Katherine told me many stories about her mom when I interviewed her last week. Normally, I don’t share much personal information with the people I’m interviewing because I want the focus to be on the person I’m talking to rather than on me. But I felt compelled to tell Katherine at the beginning of our conversation that I could relate to the stories in her book because I lost my mother when I was 11. In sharing this bit of information with her, we bonded a little as motherless daughters.

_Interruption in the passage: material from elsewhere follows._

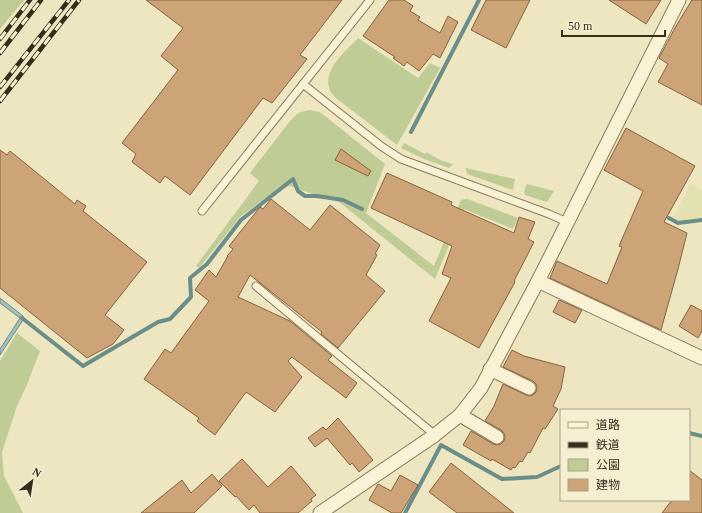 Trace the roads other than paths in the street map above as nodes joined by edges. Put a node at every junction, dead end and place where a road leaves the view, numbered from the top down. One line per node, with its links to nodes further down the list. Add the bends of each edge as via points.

Katherine’s book has inspired me even more to write a book about my mom. I’ve started to ask my maternal grandma and my dad questions about the woman that she was. Throughout the past two months or so, my dad has been sending me “chapters” about my mom that describe how he fell in love with her and what she liked/feared most about having a child. Last week, I mailed my grandma a letter asking her more specific questions about Mom’s childhood  — questions that only she would know the answer to. The stories that she and my dad shares will no doubt inform my writing moving forward.

Even though I can’t be with Mom today, I feel comforted in knowing that writing can help me feel closer to her and that in talking with others who have also lost their moms, I can find ways to remember the mom I was lucky enough to have for 11 short years.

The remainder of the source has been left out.